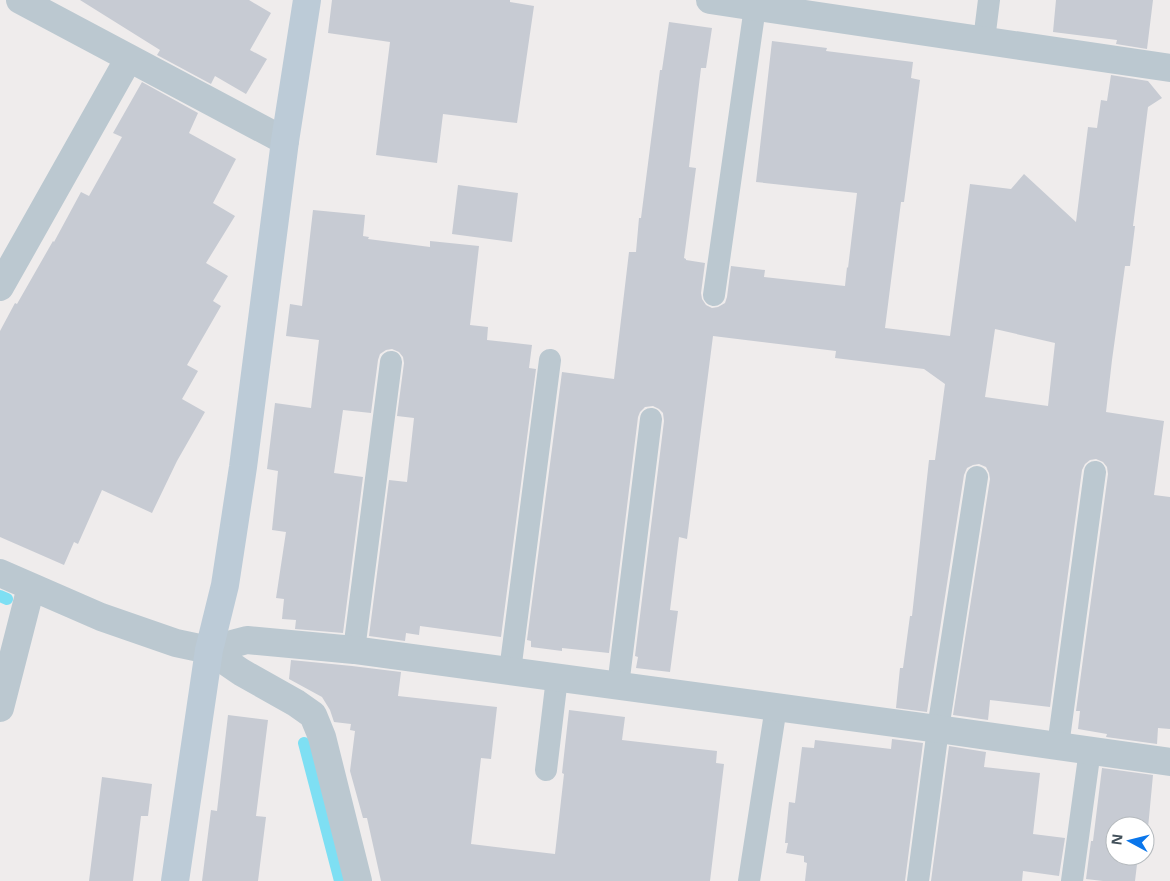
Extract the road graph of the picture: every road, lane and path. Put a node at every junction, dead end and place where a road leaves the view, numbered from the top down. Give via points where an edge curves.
1 (307, 0) edge
2 (710, 0) edge
3 (989, 0) edge
4 (26, 1) edge
5 (756, 3) edge
6 (823, 8) edge
7 (984, 40) junction
8 (128, 58) junction
9 (1170, 68) edge
10 (285, 141) junction
11 (0, 287) edge
12 (714, 295) dead end
13 (550, 360) dead end
14 (391, 362) dead end
15 (651, 419) dead end
16 (1095, 472) dead end
17 (976, 477) dead end
18 (0, 573) edge
19 (31, 587) junction
20 (209, 650) junction
21 (354, 650) junction
22 (510, 671) junction
23 (557, 678) junction
24 (618, 686) junction
25 (776, 707) junction
26 (0, 708) edge
27 (938, 729) junction
28 (1058, 746) junction
29 (1090, 750) junction
30 (1170, 762) edge
31 (546, 770) dead end
32 (176, 881) edge
33 (358, 881) edge
34 (750, 881) edge
35 (918, 881) edge
36 (1072, 881) edge

1 - 10 street
2 - 5 street
3 - 7 lane
4 - 8 street
5 - 6 street
5 - 12 lane
6 - 7 street
7 - 9 street
8 - 10 street
8 - 11 street
10 - 20 street via 225,585
13 - 22 lane
14 - 21 lane
15 - 24 lane
16 - 28 lane
17 - 27 lane
18 - 19 street
19 - 20 street via 101,617 176,643
19 - 26 street
20 - 21 street via 247,640
20 - 32 street
20 - 33 street via 314,715
21 - 22 street
22 - 23 street
23 - 24 street
23 - 31 lane
24 - 25 street
25 - 27 street
25 - 34 lane
27 - 28 street
27 - 35 lane
28 - 29 street
29 - 30 street
29 - 36 lane

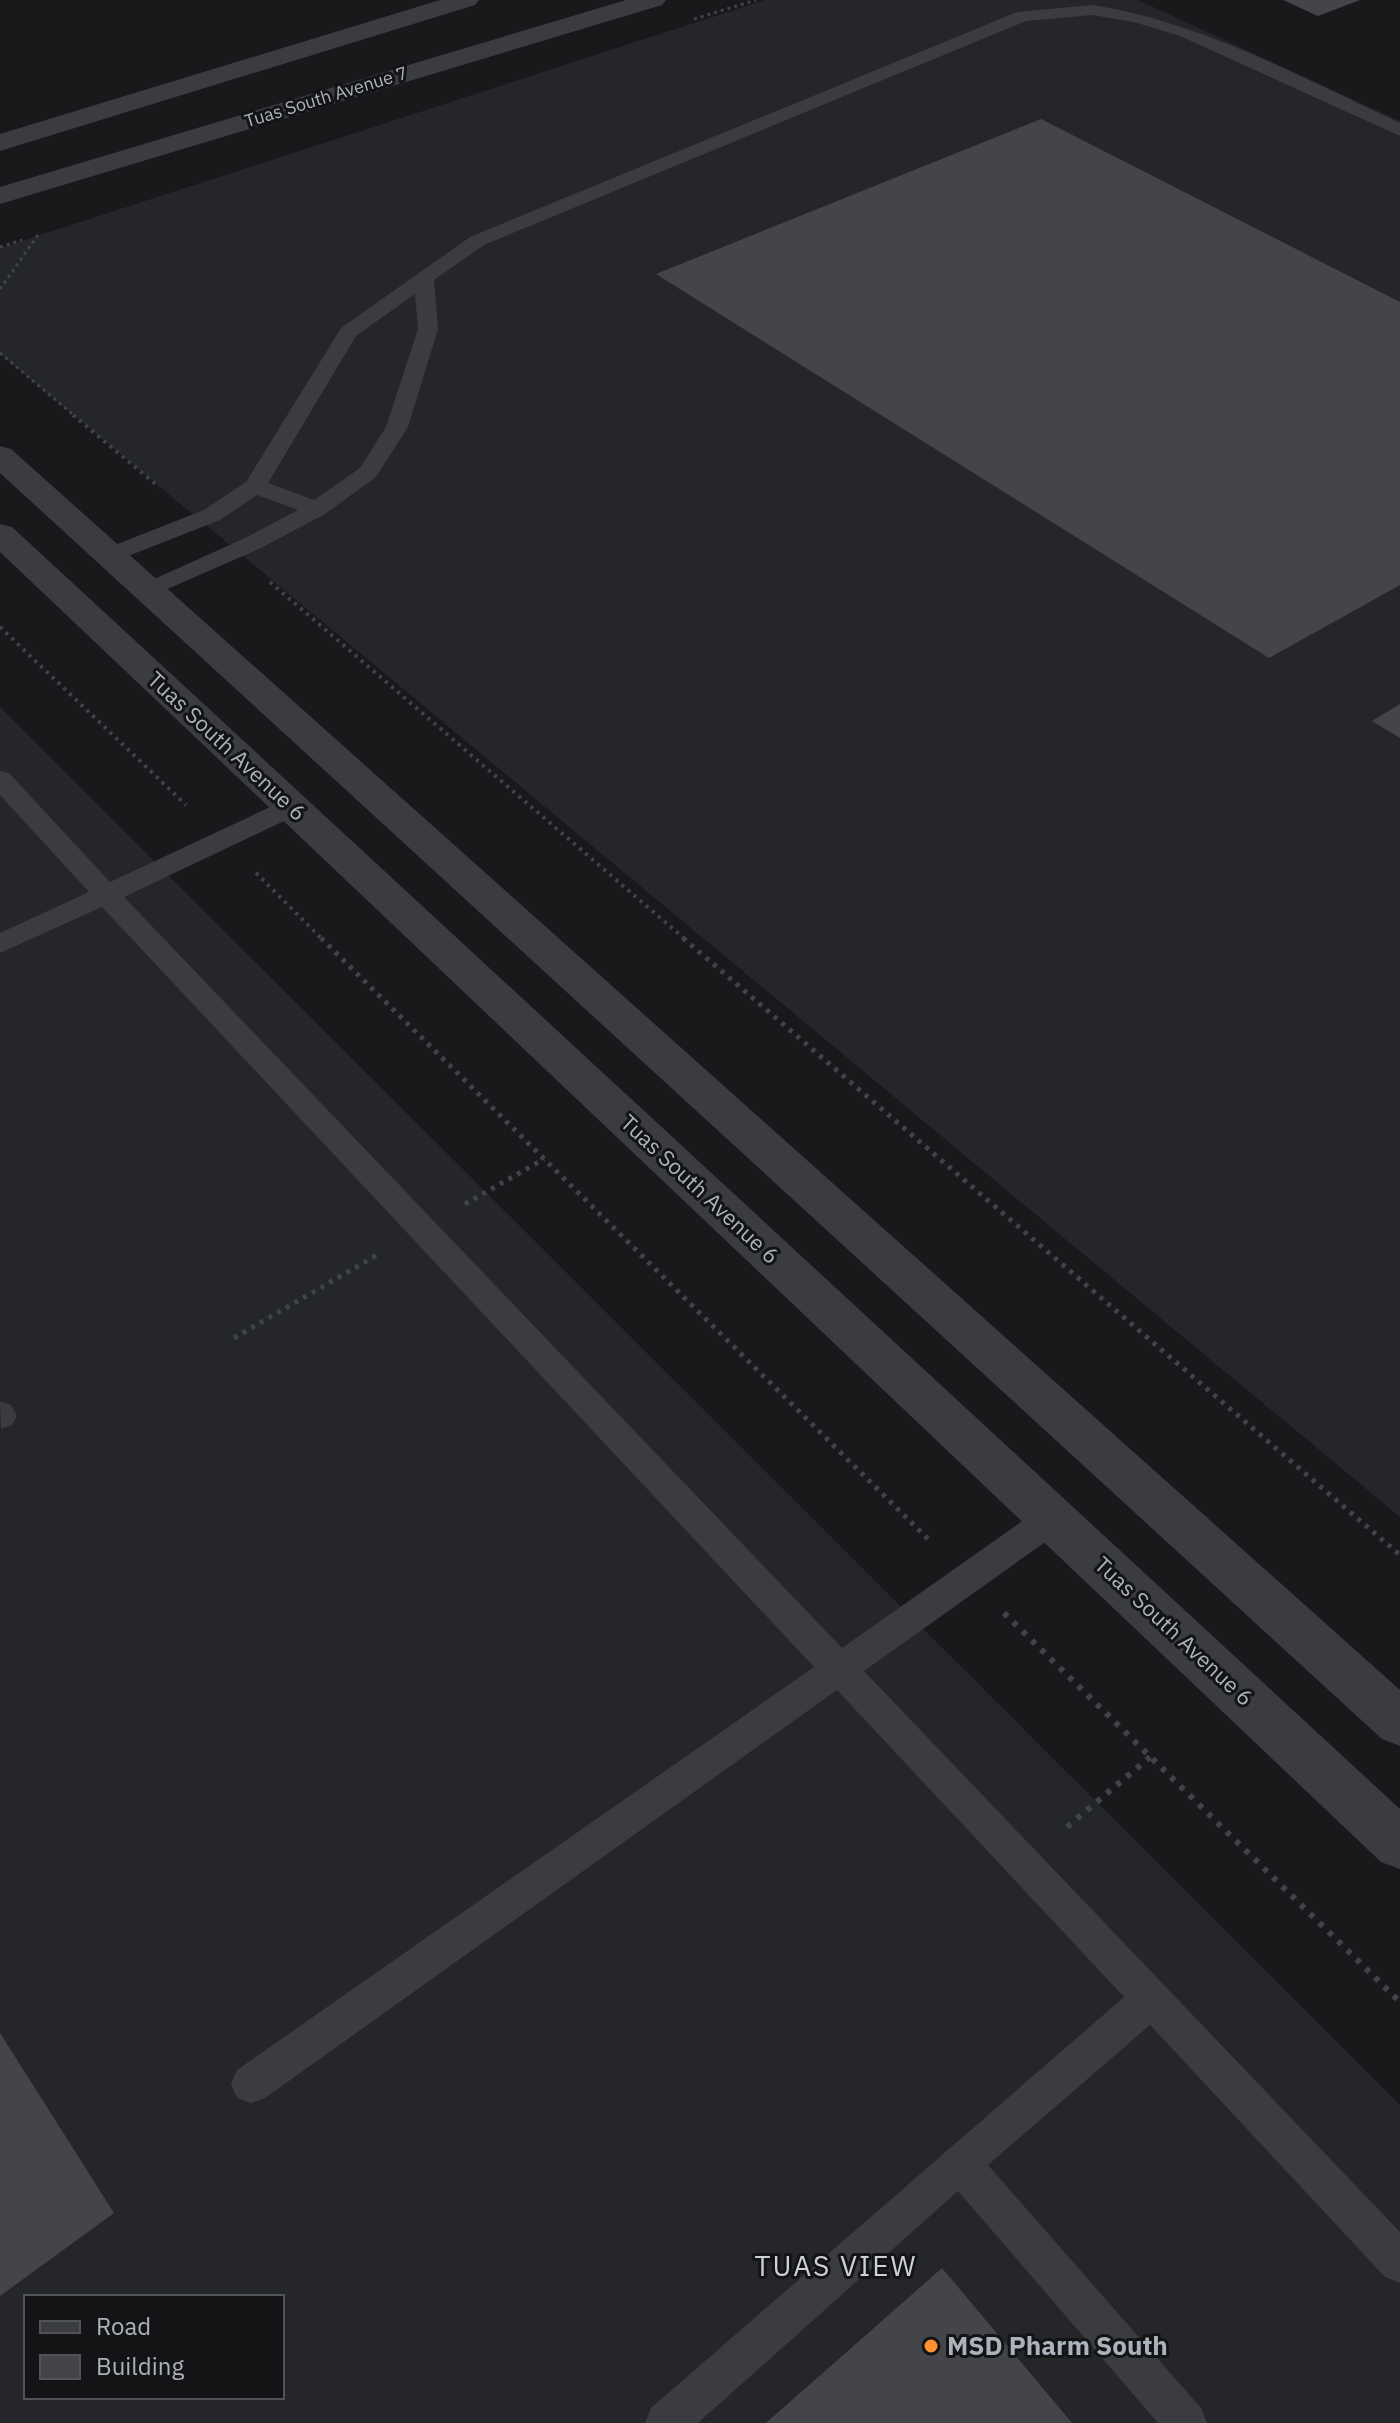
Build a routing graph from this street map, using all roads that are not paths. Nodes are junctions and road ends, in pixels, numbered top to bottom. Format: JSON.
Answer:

### Prompt
The records above are to be restated exactly, without their pictures.

### Exercise solution
Extract the road graph of the picture: every road, lane and path. Put a node at every junction, dead end and place where a road leaves the view, numbered from the top down. Give via points where an edge curves.
1 (307, 0) edge
2 (710, 0) edge
3 (989, 0) edge
4 (26, 1) edge
5 (756, 3) edge
6 (823, 8) edge
7 (984, 40) junction
8 (128, 58) junction
9 (1170, 68) edge
10 (285, 141) junction
11 (0, 287) edge
12 (714, 295) dead end
13 (550, 360) dead end
14 (391, 362) dead end
15 (651, 419) dead end
16 (1095, 472) dead end
17 (976, 477) dead end
18 (0, 573) edge
19 (31, 587) junction
20 (209, 650) junction
21 (354, 650) junction
22 (510, 671) junction
23 (557, 678) junction
24 (618, 686) junction
25 (776, 707) junction
26 (0, 708) edge
27 (938, 729) junction
28 (1058, 746) junction
29 (1090, 750) junction
30 (1170, 762) edge
31 (546, 770) dead end
32 (176, 881) edge
33 (358, 881) edge
34 (750, 881) edge
35 (918, 881) edge
36 (1072, 881) edge

1 - 10 street
2 - 5 street
3 - 7 lane
4 - 8 street
5 - 6 street
5 - 12 lane
6 - 7 street
7 - 9 street
8 - 10 street
8 - 11 street
10 - 20 street via 225,585
13 - 22 lane
14 - 21 lane
15 - 24 lane
16 - 28 lane
17 - 27 lane
18 - 19 street
19 - 20 street via 101,617 176,643
19 - 26 street
20 - 21 street via 247,640
20 - 32 street
20 - 33 street via 314,715
21 - 22 street
22 - 23 street
23 - 24 street
23 - 31 lane
24 - 25 street
25 - 27 street
25 - 34 lane
27 - 28 street
27 - 35 lane
28 - 29 street
29 - 30 street
29 - 36 lane

Build a routing graph from this street map, using all roads that are not paths. Nodes are junctions and road ends, in pixels, numbered top to bottom. Format: JSON.
Answer:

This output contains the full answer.